Le lendemain tout était connu, et une pierre, lancée dans une fourmilière, ne donne qu’une faible idée du trouble qui se répandit à l’instant dans tout le personnel diplomatique réuni à la porte du congrès pour en attendre l’ouverture. Au premier moment personne, absolument personne, ne voulait s’associer à un acte aussi subrepticement improvisé : Bentink partait sans rien dire pour éviter de s’expliquer, sous prétexte d’aller rendre compte au stathouder ; Kaunitz rédigeait une protestation en règle et épanchait tout haut sa douleur. Le ministre d’Espagne tombait littéralement des nues : il était arrivé tout gonflé d’espérances et de prétentions ; il s’était même flatté d’en obtenir la restitution de Gibraltar ; on lui imposait au contraire le retour au joug humiliant des contrats de l’assiento et du vaisseau de permission. La surprise, seule, retenait sur ses lèvres l’expression de sa fureur. Le ministre de Sardaigne, Chavannes, qui avait remis avec pleine confiance aux mains de Sandwich les intérêts de son souverain, sommé maintenant de sacrifier Plaisance à l’infant et Final à la république de Gènes, se lamentait avec l’amère expression de l’amitié trompée.

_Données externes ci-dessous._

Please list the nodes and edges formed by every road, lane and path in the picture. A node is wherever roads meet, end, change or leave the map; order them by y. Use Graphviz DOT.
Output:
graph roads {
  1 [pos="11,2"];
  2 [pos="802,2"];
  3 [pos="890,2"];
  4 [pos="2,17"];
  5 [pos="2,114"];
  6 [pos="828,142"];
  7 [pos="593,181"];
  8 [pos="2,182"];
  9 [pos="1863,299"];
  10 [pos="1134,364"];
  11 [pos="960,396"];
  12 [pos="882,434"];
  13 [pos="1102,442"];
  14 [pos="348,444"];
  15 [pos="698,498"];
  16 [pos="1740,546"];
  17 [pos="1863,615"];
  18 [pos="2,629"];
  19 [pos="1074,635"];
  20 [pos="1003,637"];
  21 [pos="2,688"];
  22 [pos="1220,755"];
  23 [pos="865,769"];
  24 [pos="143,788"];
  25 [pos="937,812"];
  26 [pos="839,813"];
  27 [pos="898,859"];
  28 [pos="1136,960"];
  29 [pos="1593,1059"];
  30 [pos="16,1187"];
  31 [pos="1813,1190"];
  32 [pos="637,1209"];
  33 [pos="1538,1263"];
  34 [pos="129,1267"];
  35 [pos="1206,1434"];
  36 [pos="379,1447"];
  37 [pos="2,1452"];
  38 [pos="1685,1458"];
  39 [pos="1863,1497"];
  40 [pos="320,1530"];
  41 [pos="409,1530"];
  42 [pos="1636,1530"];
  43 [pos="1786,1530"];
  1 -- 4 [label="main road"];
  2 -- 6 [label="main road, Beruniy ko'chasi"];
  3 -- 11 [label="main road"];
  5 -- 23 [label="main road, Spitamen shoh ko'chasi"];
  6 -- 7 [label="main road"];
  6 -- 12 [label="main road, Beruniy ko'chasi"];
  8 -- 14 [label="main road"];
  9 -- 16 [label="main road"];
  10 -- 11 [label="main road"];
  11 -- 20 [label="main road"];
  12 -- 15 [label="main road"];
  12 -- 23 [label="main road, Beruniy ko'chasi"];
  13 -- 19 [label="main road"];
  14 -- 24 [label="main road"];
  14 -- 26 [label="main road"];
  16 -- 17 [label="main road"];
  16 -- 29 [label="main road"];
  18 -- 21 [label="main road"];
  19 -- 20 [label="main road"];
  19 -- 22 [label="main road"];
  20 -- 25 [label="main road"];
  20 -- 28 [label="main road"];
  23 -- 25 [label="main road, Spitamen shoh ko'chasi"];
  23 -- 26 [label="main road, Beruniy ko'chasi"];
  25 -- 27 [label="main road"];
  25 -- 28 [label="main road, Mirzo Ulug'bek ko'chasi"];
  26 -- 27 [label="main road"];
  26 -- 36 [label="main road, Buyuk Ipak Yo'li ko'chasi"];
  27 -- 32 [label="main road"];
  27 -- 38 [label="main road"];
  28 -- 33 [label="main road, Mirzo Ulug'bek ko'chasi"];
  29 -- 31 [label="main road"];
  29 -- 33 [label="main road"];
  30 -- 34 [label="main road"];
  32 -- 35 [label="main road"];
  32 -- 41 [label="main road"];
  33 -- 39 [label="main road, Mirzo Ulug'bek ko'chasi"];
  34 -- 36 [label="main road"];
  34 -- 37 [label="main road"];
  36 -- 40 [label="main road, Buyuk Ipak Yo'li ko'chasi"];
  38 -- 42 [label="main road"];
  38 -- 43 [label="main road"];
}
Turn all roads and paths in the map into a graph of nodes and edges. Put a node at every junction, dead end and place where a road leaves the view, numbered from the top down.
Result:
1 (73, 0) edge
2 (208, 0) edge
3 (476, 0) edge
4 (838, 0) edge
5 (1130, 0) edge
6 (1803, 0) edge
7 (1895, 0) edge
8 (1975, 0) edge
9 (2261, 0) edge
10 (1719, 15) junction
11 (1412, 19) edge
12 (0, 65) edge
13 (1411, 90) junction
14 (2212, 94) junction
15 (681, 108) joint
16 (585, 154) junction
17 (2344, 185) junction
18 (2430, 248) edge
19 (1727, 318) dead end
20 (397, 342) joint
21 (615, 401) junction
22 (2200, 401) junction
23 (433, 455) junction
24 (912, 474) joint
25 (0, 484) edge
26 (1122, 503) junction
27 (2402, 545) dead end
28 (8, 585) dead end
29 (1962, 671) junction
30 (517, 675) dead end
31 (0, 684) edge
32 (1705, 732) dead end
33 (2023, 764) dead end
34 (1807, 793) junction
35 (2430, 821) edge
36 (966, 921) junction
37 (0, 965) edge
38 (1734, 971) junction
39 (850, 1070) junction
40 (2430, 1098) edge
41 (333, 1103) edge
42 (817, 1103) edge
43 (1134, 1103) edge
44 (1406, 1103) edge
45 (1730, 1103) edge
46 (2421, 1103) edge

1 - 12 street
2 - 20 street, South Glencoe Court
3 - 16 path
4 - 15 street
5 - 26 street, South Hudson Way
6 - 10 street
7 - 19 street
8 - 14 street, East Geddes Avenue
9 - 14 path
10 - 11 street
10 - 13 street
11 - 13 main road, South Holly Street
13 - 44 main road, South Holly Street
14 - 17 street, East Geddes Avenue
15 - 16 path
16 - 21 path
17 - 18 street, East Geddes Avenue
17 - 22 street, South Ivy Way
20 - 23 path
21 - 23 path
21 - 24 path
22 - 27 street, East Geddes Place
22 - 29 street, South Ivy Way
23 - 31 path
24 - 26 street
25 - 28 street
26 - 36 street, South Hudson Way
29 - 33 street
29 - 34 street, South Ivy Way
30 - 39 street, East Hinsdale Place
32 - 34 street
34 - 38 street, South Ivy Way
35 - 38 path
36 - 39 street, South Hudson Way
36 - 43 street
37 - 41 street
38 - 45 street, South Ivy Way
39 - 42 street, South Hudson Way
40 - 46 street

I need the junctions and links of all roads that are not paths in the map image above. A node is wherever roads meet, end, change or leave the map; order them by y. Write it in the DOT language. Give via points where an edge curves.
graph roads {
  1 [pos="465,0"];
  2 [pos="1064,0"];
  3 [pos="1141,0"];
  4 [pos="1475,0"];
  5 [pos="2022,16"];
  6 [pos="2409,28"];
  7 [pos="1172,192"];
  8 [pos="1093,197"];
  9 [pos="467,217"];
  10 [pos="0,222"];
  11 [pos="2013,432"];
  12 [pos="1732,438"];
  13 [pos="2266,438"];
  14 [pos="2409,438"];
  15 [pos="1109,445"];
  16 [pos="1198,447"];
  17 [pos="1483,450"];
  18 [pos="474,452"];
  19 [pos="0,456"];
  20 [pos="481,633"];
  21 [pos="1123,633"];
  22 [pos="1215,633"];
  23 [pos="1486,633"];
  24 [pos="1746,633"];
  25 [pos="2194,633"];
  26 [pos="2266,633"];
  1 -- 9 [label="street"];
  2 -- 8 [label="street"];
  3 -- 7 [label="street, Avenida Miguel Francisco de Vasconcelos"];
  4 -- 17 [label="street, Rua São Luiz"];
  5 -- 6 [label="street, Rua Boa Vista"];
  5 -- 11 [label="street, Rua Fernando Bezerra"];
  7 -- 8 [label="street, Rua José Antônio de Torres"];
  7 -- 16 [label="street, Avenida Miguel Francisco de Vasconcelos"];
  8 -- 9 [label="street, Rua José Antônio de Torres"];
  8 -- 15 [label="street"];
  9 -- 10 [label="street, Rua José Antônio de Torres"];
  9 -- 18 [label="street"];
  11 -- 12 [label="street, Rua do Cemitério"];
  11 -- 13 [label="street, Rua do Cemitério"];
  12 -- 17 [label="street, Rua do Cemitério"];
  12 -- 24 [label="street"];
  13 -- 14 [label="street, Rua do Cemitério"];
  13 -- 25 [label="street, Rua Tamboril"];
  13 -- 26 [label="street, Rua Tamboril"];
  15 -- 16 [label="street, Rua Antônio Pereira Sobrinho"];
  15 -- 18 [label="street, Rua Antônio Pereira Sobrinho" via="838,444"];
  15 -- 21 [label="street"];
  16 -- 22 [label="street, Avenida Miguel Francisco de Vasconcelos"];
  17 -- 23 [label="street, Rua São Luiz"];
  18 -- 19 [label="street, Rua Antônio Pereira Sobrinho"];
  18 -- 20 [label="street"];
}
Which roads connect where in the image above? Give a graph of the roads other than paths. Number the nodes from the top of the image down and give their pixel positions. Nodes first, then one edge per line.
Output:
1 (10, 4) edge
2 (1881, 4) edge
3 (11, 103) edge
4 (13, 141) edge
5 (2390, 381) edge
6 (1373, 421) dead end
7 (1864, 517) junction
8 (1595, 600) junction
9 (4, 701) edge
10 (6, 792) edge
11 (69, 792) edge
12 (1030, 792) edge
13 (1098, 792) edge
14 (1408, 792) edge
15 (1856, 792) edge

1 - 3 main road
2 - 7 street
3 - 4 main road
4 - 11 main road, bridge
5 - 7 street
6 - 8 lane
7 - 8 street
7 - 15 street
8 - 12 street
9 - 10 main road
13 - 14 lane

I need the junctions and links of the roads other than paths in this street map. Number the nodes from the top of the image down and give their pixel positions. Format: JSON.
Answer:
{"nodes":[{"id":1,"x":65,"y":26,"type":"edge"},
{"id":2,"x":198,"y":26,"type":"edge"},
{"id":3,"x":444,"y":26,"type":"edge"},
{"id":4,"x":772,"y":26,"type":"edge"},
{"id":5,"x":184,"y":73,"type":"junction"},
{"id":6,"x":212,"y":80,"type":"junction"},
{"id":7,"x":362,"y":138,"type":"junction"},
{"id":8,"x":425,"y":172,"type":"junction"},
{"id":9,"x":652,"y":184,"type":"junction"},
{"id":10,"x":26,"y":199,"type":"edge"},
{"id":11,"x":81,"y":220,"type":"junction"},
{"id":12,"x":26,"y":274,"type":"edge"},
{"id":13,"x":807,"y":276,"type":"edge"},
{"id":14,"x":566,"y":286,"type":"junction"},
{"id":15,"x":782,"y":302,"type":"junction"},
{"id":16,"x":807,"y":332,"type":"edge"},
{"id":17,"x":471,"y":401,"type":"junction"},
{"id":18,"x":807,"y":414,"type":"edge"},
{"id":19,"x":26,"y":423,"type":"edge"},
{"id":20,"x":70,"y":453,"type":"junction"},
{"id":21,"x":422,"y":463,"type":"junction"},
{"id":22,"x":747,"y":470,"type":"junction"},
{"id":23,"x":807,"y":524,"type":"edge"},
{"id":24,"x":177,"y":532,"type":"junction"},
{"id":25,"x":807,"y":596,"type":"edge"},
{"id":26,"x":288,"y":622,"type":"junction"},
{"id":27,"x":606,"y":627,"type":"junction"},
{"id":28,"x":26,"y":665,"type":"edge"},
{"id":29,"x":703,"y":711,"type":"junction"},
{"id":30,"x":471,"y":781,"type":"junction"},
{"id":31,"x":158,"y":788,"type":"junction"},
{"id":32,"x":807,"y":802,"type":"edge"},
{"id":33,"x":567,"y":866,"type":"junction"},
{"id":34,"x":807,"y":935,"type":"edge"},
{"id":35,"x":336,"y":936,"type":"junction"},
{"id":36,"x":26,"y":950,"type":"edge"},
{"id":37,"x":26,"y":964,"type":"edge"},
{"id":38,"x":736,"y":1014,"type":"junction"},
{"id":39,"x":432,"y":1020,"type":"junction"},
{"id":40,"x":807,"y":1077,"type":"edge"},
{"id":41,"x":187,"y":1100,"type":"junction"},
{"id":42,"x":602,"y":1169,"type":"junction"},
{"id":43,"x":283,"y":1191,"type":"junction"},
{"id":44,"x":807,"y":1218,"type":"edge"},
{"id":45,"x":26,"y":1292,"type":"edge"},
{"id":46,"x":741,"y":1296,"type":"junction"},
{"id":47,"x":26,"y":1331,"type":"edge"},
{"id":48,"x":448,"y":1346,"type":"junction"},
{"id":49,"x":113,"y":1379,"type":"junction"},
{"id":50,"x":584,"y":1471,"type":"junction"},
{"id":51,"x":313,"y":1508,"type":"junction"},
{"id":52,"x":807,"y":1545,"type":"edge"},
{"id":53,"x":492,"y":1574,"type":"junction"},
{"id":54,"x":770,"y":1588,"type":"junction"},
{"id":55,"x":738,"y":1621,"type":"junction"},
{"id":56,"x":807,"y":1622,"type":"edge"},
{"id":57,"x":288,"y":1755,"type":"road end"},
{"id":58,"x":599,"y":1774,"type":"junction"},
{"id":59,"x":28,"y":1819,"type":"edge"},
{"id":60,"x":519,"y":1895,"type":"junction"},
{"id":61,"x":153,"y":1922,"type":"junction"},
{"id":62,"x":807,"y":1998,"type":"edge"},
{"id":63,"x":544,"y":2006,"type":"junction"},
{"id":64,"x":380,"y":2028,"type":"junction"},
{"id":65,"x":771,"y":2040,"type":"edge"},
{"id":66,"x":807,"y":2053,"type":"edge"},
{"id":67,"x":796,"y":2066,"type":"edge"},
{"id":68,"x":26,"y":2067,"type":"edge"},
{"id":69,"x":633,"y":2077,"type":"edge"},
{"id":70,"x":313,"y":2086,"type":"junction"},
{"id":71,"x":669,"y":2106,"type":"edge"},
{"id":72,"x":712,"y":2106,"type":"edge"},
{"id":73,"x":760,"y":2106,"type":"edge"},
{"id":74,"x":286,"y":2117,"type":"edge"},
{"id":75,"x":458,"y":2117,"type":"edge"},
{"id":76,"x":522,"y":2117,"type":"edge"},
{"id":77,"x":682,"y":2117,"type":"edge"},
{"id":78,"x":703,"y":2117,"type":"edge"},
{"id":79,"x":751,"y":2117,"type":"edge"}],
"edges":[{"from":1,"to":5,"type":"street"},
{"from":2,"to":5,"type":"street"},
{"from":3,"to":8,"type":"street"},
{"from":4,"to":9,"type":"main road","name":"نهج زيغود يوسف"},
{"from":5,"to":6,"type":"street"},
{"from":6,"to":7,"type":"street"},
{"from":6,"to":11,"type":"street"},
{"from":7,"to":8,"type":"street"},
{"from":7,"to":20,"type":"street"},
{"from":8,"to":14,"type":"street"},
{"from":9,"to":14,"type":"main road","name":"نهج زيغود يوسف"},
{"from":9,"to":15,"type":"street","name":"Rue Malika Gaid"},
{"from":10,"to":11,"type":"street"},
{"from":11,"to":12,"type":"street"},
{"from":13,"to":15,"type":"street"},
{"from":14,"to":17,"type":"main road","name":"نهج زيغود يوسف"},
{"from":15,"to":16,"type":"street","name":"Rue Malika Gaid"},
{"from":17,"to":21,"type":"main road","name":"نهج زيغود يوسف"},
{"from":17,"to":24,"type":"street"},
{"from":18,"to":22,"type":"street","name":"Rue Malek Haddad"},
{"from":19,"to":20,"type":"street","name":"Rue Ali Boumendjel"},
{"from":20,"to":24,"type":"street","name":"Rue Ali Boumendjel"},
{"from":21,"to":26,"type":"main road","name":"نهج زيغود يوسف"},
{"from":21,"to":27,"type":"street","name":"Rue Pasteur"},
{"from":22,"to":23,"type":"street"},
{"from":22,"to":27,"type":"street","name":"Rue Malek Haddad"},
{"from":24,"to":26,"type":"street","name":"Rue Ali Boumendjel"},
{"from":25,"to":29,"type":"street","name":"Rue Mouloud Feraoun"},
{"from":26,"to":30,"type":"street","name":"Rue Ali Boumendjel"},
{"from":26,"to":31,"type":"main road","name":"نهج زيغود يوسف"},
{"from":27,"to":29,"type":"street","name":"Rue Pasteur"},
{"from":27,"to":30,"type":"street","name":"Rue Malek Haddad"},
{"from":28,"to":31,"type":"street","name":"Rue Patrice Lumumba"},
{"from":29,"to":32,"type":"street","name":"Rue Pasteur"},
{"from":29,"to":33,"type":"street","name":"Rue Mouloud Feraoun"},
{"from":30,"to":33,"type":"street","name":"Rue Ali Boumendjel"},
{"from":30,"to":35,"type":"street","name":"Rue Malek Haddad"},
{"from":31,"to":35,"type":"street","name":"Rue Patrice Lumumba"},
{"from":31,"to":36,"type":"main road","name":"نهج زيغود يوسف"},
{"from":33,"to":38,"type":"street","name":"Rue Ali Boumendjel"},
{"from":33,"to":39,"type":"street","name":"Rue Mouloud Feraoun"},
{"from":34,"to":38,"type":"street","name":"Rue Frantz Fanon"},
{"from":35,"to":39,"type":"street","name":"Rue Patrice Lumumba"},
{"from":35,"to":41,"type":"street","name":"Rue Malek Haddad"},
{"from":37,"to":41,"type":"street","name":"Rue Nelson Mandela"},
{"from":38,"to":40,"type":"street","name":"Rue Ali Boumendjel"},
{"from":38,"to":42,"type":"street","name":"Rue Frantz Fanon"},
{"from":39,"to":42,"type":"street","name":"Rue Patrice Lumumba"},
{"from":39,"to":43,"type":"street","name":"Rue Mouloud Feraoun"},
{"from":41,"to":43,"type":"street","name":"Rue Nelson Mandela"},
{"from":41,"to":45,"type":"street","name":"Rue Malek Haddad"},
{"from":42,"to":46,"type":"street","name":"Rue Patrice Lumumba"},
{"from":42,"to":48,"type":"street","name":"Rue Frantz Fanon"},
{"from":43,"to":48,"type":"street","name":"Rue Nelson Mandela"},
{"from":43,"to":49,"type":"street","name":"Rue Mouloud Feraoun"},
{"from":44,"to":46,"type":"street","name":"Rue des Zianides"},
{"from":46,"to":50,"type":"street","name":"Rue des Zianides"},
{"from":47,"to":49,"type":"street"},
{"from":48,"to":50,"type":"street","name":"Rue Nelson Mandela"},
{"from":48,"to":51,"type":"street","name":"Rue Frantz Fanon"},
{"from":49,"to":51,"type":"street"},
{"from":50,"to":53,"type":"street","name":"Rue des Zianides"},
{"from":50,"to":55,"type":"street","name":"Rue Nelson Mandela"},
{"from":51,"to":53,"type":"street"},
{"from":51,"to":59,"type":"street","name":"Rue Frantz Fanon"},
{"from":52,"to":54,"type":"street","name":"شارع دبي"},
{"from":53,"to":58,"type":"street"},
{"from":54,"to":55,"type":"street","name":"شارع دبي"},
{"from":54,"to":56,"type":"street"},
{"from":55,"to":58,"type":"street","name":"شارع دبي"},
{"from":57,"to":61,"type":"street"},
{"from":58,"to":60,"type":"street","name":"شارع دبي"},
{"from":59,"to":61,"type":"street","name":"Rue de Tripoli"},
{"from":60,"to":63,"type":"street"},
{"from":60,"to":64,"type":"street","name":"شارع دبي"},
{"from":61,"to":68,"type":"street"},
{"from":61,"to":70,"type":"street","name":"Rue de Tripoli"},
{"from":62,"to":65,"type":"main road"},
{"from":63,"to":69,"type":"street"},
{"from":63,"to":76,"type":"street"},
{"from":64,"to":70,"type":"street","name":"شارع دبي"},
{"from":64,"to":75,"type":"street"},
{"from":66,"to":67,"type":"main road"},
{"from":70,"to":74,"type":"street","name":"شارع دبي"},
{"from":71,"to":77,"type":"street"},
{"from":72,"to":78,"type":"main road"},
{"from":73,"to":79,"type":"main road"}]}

  1. Voici les deux textes : « Il me dit, écrit Sandwich, le 28 avril, qu’il avait des preuves positives que les cours de Vienne et de Madrid étaient sur le point de conclure un traité de paix. » — Kaunitz, de son côté, écrit le 30 avril : « Sa confusion (à Saint-Séverin) était telle qu’il ne trouvait qu’une excuse, les négociations secrètes entre l’Angleterre et l’Espagne étaient fort avancées, il y avait lieu de s’inquiéter : l’Espagne pouvait prévenir la France. Voilà pourquoi il n’avait pu différer davantage à s’entendre avec milord. » (Kaunitz à Marie-Thérèse. — Archives de Vienne.)